Sie haben einmal kritisiert, dass es zu lange dauert, bis die Kinder mit Zwangsstörungen in die Behandlung kommen. Was sollte sich verbessern? Walitza: Bei den Kindern dauert es durchschnittlich 2, bei den Erwachsenen 8 Jahre bis sie in Behandlung kommen. Uns ist das trotzdem nicht früh genug, denn je früher der Zwang erkannt wird, desto erfolgreicher kann die Therapie sein, und der Zwang hat weniger Chancen, sich auszubreiten und zu chronifizieren. Vor allem sind aber 2 Jahre für die Entwicklung des Kindes oft relevanter als der gleiche Zeitraum beim Erwachsenen. Uns ist wichtig, dass sich Eltern melden, wenn sich das Kind stark verändert oder es den Alltag aufgrund des Zwangs nicht mehr bewältigen kann. Eltern erzählen in unserer Sprechstunde, das Kind müsse die Schultasche 30-mal ein- und wieder auspacken, weshalb es zu spät zur Schule komme. Oder täglich werden 20 Shampoos verbraucht. Dermatologen und Pädiater sollten deshalb ebenfalls hellhörig werden, wenn Kinder mit Ekzemen in die Praxis kommen.

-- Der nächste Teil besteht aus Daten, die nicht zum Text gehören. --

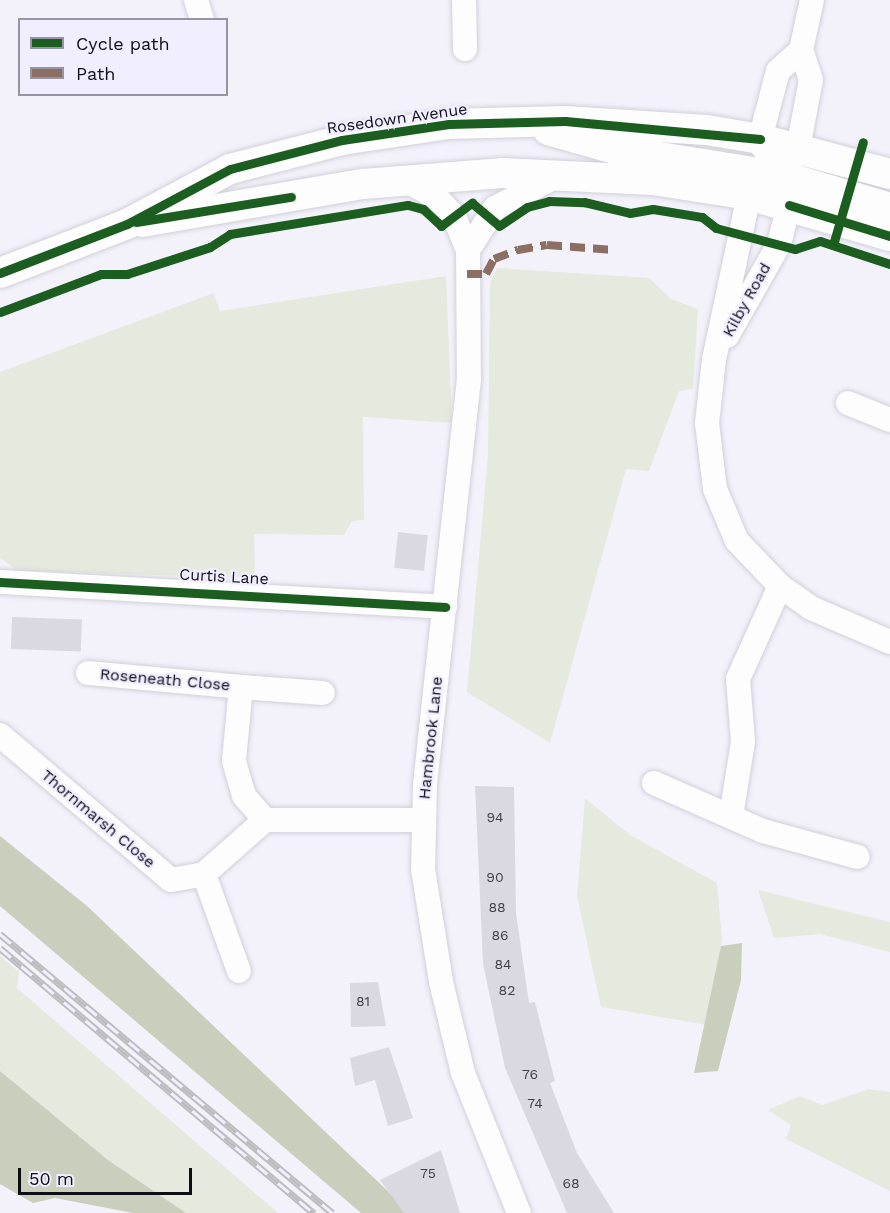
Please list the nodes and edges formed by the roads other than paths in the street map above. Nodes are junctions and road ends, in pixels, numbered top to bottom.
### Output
1 (196, 0) edge
2 (464, 0) edge
3 (812, 0) edge
4 (201, 18) edge
5 (465, 49) dead end
6 (801, 50) junction
7 (521, 122) junction
8 (760, 138) junction
9 (798, 148) junction
10 (890, 174) edge
11 (560, 175) junction
12 (405, 180) junction
13 (751, 183) junction
14 (791, 192) junction
15 (890, 208) edge
16 (127, 224) junction
17 (890, 236) edge
18 (468, 250) junction
19 (0, 273) edge
20 (714, 359) junction
21 (848, 403) dead end
22 (890, 420) edge
23 (0, 582) edge
24 (780, 586) junction
25 (445, 607) junction
26 (888, 636) edge
27 (88, 673) dead end
28 (241, 687) junction
29 (323, 693) dead end
30 (0, 735) edge
31 (654, 783) dead end
32 (730, 816) junction
33 (265, 820) junction
34 (422, 820) junction
35 (858, 857) dead end
36 (204, 874) junction
37 (239, 971) dead end
38 (519, 1213) edge

1 - 4 street
2 - 5 street
3 - 6 street
6 - 8 street
6 - 9 street
7 - 8 street, Rosedown Avenue
7 - 13 street
7 - 16 street, Rosedown Avenue
8 - 9 street, Rosedown Avenue
8 - 13 street
8 - 14 street
9 - 10 street, Rosedown Avenue
9 - 14 street
11 - 12 street, Rosedown Avenue
11 - 13 street, Rosedown Avenue
11 - 18 street
12 - 16 street, Rosedown Avenue
12 - 18 street, Hambrook Lane
13 - 14 street
13 - 20 street, Kilby Road
14 - 15 street
14 - 17 street
14 - 20 street, Kilby Road
16 - 19 street, Rosedown Avenue
18 - 25 street, Hambrook Lane
20 - 24 street, Kilby Road
21 - 22 street
23 - 25 street, Curtis Lane
24 - 26 street, Kilby Road
24 - 32 street
25 - 34 street, Hambrook Lane
27 - 28 street, Roseneath Close
28 - 29 street, Roseneath Close
28 - 33 street, Roseneath Close
30 - 36 street, Thornmarsh Close
31 - 32 street
32 - 35 street
33 - 34 street
33 - 36 street
34 - 38 street, Hambrook Lane
36 - 37 street

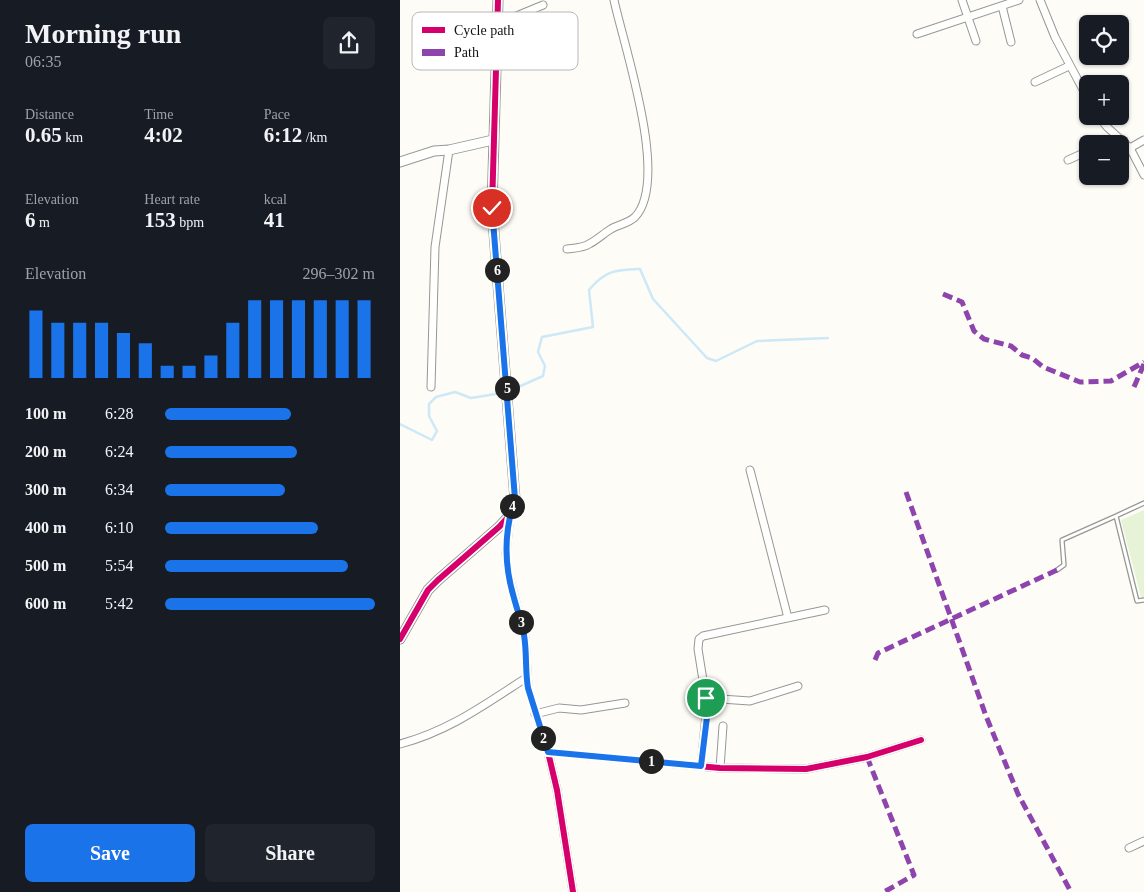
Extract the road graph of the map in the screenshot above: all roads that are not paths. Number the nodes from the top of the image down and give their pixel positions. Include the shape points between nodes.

Welche neuen Interventionen gibt oder braucht es? Walitza: Die heutigen therapeutischen Optionen sind bereits sehr gut. Allerdings chronifizieren Zwänge sehr häufig, und da wären weitere Therapieoptionen wünschenswert. Bildgebende Verfahren weisen darauf hin, dass der Zwang ähnliche Kreisläufe im Gehirn aufweist wie die Tic-Störung. Das hat aber noch zu keiner Therapie geführt. Die erste Wahl sind und bleiben die serotonerg wirksamen Medikamente, die SSRI. Eine zukunftsträchtige Bedeutung kommt beispielsweise dem glutamatergen System zu. D-Cycloserin, das ein partieller NMDA-Agonist ist, verbesserte in einer Studie die Extinktion von erlernter Angst. Die Wirkung trat schnell ein, allerdings nicht anhaltend. Neuere Entwicklungen sind noch weit davon entfernt, so gut zu sein wie die SSRI oder gar die oben genannte Verhaltenstherapie.
Das Interview führte Annegret Czernotta.